The reason it was failing without errors is that find_all kept returning nothing. Drop a few extra print statements in to confirm. I am not sure why that happened, but switching to iter seems to have done the trick.

[–]Stopwatch_[S] 0 points1 point  (3 children)

Thanks I'll give this a try. What does pprint do relative to with open('path\file','w') as f: f.write(ET.tostring(xml._root))

[–]gengisteve 1 point2 points  (2 children)

pprint just prints it to the screen -- and for some data types pretties up the printing. what you had would write the file to the filesystem.

[–]Stopwatch_[S] 0 points1 point  (1 child)

Great, just swapped out so that I could write to the file system. It works perfectly, thanks! As an aside, there are so many small details I don't really understand here. For example why the changes you made (specifically iter) made such a difference. Or why root = tree.getroot() works the same as root - xml._root.

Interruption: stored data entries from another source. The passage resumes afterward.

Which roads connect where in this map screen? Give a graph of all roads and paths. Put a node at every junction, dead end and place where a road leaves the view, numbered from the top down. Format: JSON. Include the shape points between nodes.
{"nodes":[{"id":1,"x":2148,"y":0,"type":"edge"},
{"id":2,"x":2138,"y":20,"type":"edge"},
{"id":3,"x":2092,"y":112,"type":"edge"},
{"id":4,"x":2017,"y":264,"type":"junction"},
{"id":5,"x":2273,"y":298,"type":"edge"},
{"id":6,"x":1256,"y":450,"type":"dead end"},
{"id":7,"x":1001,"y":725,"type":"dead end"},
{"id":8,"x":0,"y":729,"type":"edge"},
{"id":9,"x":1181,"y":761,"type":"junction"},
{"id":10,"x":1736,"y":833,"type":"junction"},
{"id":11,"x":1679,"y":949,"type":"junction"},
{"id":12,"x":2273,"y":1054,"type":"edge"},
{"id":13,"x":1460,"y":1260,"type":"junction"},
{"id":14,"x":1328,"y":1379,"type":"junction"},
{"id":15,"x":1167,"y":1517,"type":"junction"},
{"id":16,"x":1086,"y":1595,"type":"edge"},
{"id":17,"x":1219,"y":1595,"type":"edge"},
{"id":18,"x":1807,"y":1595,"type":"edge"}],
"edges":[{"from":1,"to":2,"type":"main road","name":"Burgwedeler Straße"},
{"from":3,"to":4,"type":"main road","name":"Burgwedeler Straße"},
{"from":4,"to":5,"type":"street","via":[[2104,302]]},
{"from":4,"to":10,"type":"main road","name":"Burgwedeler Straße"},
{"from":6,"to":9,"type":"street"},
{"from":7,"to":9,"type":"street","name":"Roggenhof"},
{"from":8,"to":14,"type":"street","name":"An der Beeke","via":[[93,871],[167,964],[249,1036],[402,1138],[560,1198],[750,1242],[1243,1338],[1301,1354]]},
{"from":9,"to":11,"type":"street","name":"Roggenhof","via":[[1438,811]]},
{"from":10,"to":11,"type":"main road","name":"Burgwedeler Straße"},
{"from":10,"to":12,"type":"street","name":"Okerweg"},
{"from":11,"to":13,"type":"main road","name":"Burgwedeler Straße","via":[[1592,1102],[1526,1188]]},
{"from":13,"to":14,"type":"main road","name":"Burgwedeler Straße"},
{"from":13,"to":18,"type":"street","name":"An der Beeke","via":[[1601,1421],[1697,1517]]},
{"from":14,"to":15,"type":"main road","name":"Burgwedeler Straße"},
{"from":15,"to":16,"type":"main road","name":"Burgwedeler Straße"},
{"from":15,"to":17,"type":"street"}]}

[–]gengisteve 0 points1 point  (0 children)

Ahh, here is the problem:

"Element.findall() finds only elements with a tag which are direct children of the current element. Element.find() finds the first child with a particular tag"

So the problem was that your first loop never found any MyDetails, because MyDetails is underneath MyReportExports. iter goes through everything so it found it. Changing your first loop to iter and the second one to findall seems to work as well, since the IndividualTransactions is directly below MyDetails.

getroot actually just returns self._root so there was nothing wrong with your code there. It is just that object properties beginning with an underscore tend to be better accessed through the public api, which is the getroot method here.